And another stanza runs thus:—
"I care not, Fortune, what you me deny:
You cannot rob me of free Nature's grace;
You cannot shut the windows of the sky,
Through which Aurora shows her brightening face;
You cannot bar my constant feet to trace
The woods and lawns by living stream at eve.
Let health my nerves and finer fibres brace,
And I their toys to the great children leave;
Of fancy, reason, virtue, nought can me bereave."
Such is the stanza in which are written Spenser's 'Faërie Queen,' Thomson's 'Castle of Indolence,' and Byron's 'Childe Harold,' and it is the highest flight of poetry: after which comes the heroic verse, in which we lap the heavy poems we call epic—their Latin appellation; of these the Iliads of Homer and the Æneids of Virgil are the ever recurring aspirations of poets doomed to fall untimely. The charm of Homer is that it is not only a poem, but it instructs us in the history—all that we know of it—of those prehistoric days. It is full of ballads, which are the ground-work by which we trace the manners and the tenets of the pagan tribes. The truth involved in 'Homer' is the charm of his epic poem, while the falsehood involved in the 'Henriade' of Voltaire is amply sufficient to condemn it utterly.

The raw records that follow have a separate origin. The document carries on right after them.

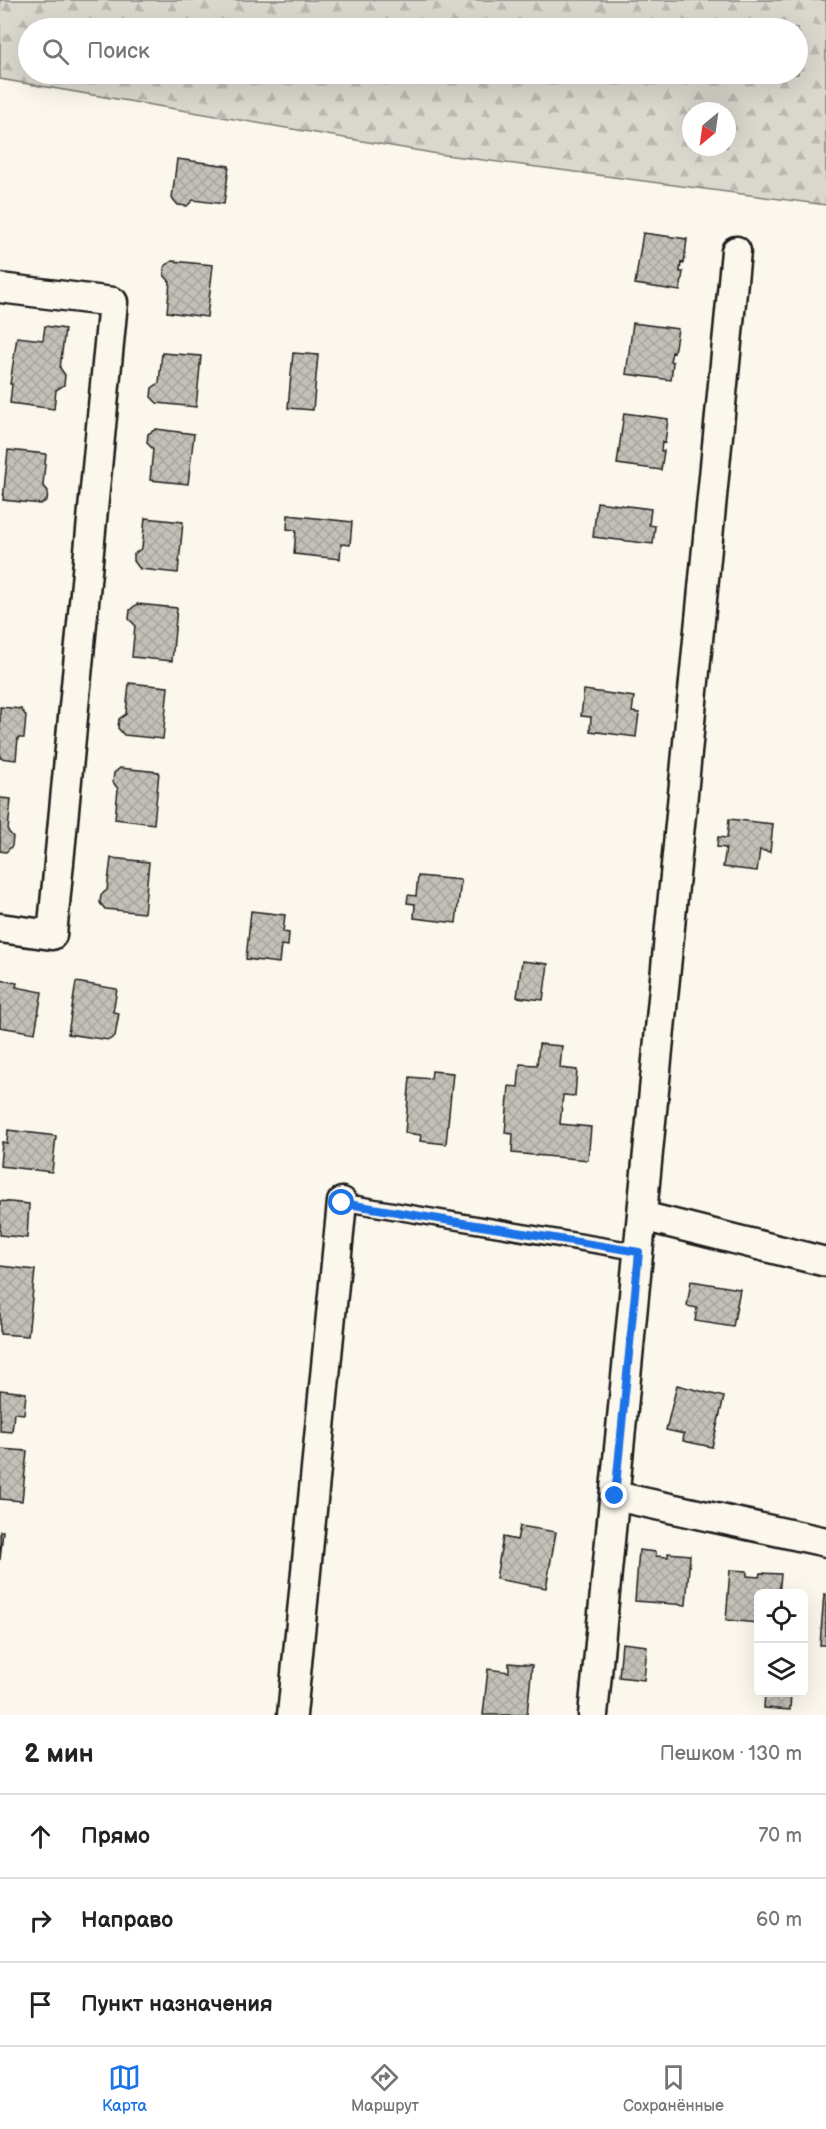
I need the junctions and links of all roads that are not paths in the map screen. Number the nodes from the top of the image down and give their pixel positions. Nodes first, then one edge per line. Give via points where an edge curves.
1 (736, 251) dead end
2 (0, 288) edge
3 (0, 928) edge
4 (342, 1203) joint
5 (642, 1216) junction
6 (639, 1252) junction
7 (826, 1262) edge
8 (615, 1496) junction
9 (826, 1542) edge
10 (292, 1715) edge
11 (594, 1715) edge

1 - 5 street
2 - 3 street via 112,302 52,935
4 - 6 lane
4 - 10 street
5 - 6 street
5 - 7 street
6 - 8 street
8 - 9 street
8 - 11 street

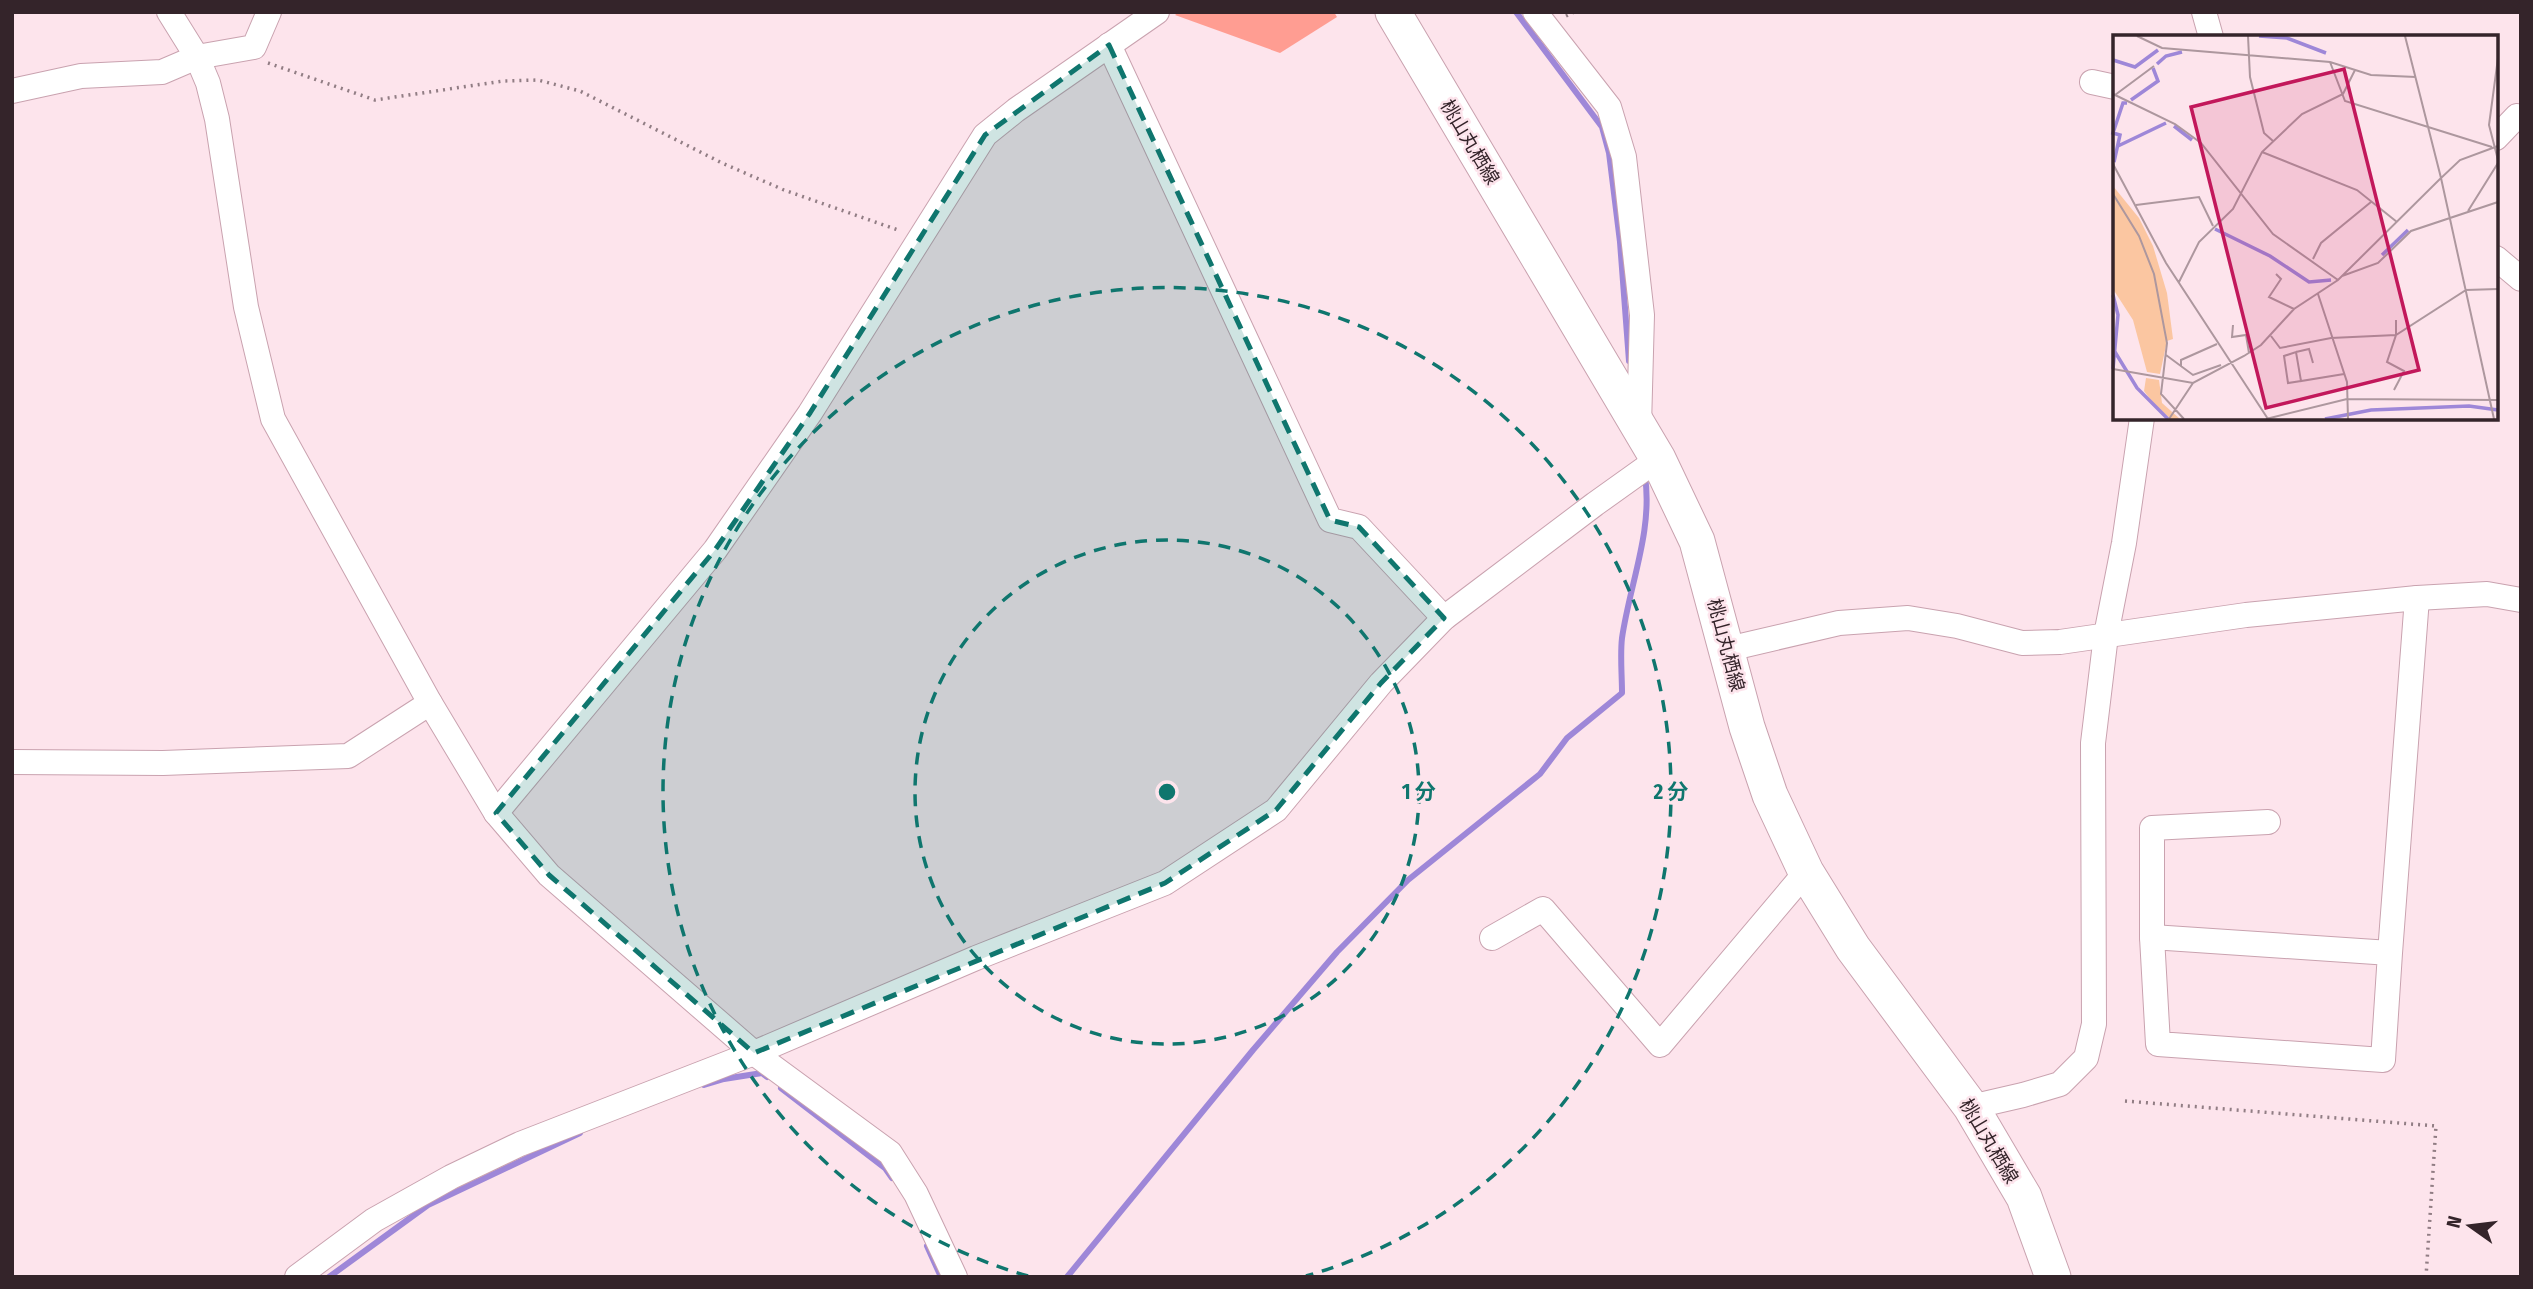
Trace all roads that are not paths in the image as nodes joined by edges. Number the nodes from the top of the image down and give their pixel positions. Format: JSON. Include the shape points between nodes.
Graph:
{"nodes":[{"id":1,"x":169,"y":12,"type":"edge"},
{"id":2,"x":269,"y":12,"type":"edge"},
{"id":3,"x":1157,"y":12,"type":"edge"},
{"id":4,"x":1393,"y":12,"type":"edge"},
{"id":5,"x":1535,"y":12,"type":"edge"},
{"id":6,"x":2204,"y":12,"type":"edge"},
{"id":7,"x":2210,"y":35,"type":"edge"},
{"id":8,"x":1110,"y":45,"type":"junction"},
{"id":9,"x":197,"y":57,"type":"junction"},
{"id":10,"x":12,"y":91,"type":"edge"},
{"id":11,"x":2521,"y":119,"type":"edge"},
{"id":12,"x":2498,"y":136,"type":"edge"},
{"id":13,"x":2498,"y":260,"type":"edge"},
{"id":14,"x":2521,"y":279,"type":"edge"},
{"id":15,"x":2142,"y":420,"type":"edge"},
{"id":16,"x":1639,"y":426,"type":"junction"},
{"id":17,"x":1658,"y":459,"type":"junction"},
{"id":18,"x":2417,"y":598,"type":"junction"},
{"id":19,"x":2521,"y":600,"type":"edge"},
{"id":20,"x":1444,"y":618,"type":"junction"},
{"id":21,"x":2106,"y":635,"type":"junction"},
{"id":22,"x":1728,"y":649,"type":"junction"},
{"id":23,"x":430,"y":703,"type":"junction"},
{"id":24,"x":12,"y":762,"type":"edge"},
{"id":25,"x":496,"y":813,"type":"junction"},
{"id":26,"x":2268,"y":822,"type":"dead end"},
{"id":27,"x":1806,"y":872,"type":"junction"},
{"id":28,"x":2152,"y":937,"type":"junction"},
{"id":29,"x":1492,"y":938,"type":"dead end"},
{"id":30,"x":2390,"y":953,"type":"junction"},
{"id":31,"x":754,"y":1053,"type":"junction"},
{"id":32,"x":1970,"y":1107,"type":"junction"},
{"id":33,"x":297,"y":1277,"type":"edge"},
{"id":34,"x":955,"y":1277,"type":"edge"},
{"id":35,"x":2053,"y":1277,"type":"edge"}],
"edges":[{"from":1,"to":9,"type":"street"},
{"from":2,"to":9,"type":"street","via":[[254,47]]},
{"from":3,"to":8,"type":"street"},
{"from":4,"to":16,"type":"main road","name":"桃山丸栖線"},
{"from":5,"to":16,"type":"street","via":[[1609,107],[1624,157],[1642,315]]},
{"from":6,"to":7,"type":"street"},
{"from":8,"to":20,"type":"street","via":[[1330,520],[1359,527]]},
{"from":8,"to":25,"type":"street","via":[[985,135],[810,413],[715,550]]},
{"from":9,"to":10,"type":"street","via":[[162,72],[81,76]]},
{"from":9,"to":23,"type":"street","via":[[217,119],[246,307],[273,419]]},
{"from":11,"to":12,"type":"street","via":[[2517,116]]},
{"from":13,"to":14,"type":"street"},
{"from":15,"to":21,"type":"street"},
{"from":16,"to":17,"type":"main road","name":"桃山丸栖線"},
{"from":17,"to":20,"type":"street"},
{"from":17,"to":22,"type":"main road","name":"桃山丸栖線","via":[[1697,541]]},
{"from":18,"to":19,"type":"street","via":[[2487,594]]},
{"from":18,"to":21,"type":"street"},
{"from":18,"to":30,"type":"street"},
{"from":20,"to":31,"type":"street","via":[[1381,683],[1276,810],[1165,883]]},
{"from":21,"to":22,"type":"street","via":[[2022,643],[1908,618],[1839,623]]},
{"from":21,"to":32,"type":"street","via":[[2093,743],[2094,1024],[2086,1058],[2060,1084]]},
{"from":22,"to":27,"type":"main road","name":"桃山丸栖線","via":[[1770,795]]},
{"from":23,"to":24,"type":"street","via":[[348,756],[163,763]]},
{"from":23,"to":25,"type":"street"},
{"from":25,"to":31,"type":"street","via":[[549,874]]},
{"from":26,"to":28,"type":"street","via":[[2152,828]]},
{"from":27,"to":29,"type":"street","via":[[1660,1045],[1543,909]]},
{"from":27,"to":32,"type":"main road","name":"桃山丸栖線","via":[[1853,948]]},
{"from":28,"to":30,"type":"street"},
{"from":28,"to":30,"type":"street","via":[[2158,1044],[2383,1060]]},
{"from":31,"to":33,"type":"street","via":[[520,1144],[451,1177],[374,1220]]},
{"from":31,"to":34,"type":"street","via":[[890,1153],[916,1194]]},
{"from":32,"to":35,"type":"main road","name":"桃山丸栖線","via":[[2024,1197]]}]}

For a specimen let us take Pope's 'Homer,' where Hector answers Andromache's appeal to stay and guard the walls of Troy:—
"The chief replied, 'That post shall be my care;
Nor that alone, but all the works of war;
Still foremost let me stand to guard the throne,
To save my father's honours and my own:
Yet come it will, the day decreed by Fates—
How my heart trembles whilst my tongue relates—
That day when thou, imperial Troy, must bend,
Must see thy warriors fall, thy glories end.
And yet no presage dire so wounds my mind—
My mother's death, the ruin of my kind—
As thine, Andromache, thy griefs I dread.
I see thee weeping, trembling, captive led.
In Argive looms our battles to design,
Woes—of which woes so large a part was thine;
To bear the victor's hard commands, or bring
The waters from the Hypereian spring.
There, whilst you groan beneath the load of life,
They cry "Behold the Trojan Hector's wife!"
Some Argive, who shall live thy griefs to see,
Embitters thy great woe by naming me:
The thoughts of glory past and present shame,
A thousand griefs, shall waken at the name.
May I lie cold before that dreadful day,
Pressed by a load of monumental clay
Thy Hector, wrapped in everlasting sleep,
Shall neither hear thee sigh nor see thee weep.'"
Next in pathos is the mournful elegy; of which none can surpass Gray's elegy:—
"The boast of heraldry, the pomp of power,
And all that beauty, all that wealth e'er gave,
Alike await the inevitable hour;
The paths of glory lead but to the grave.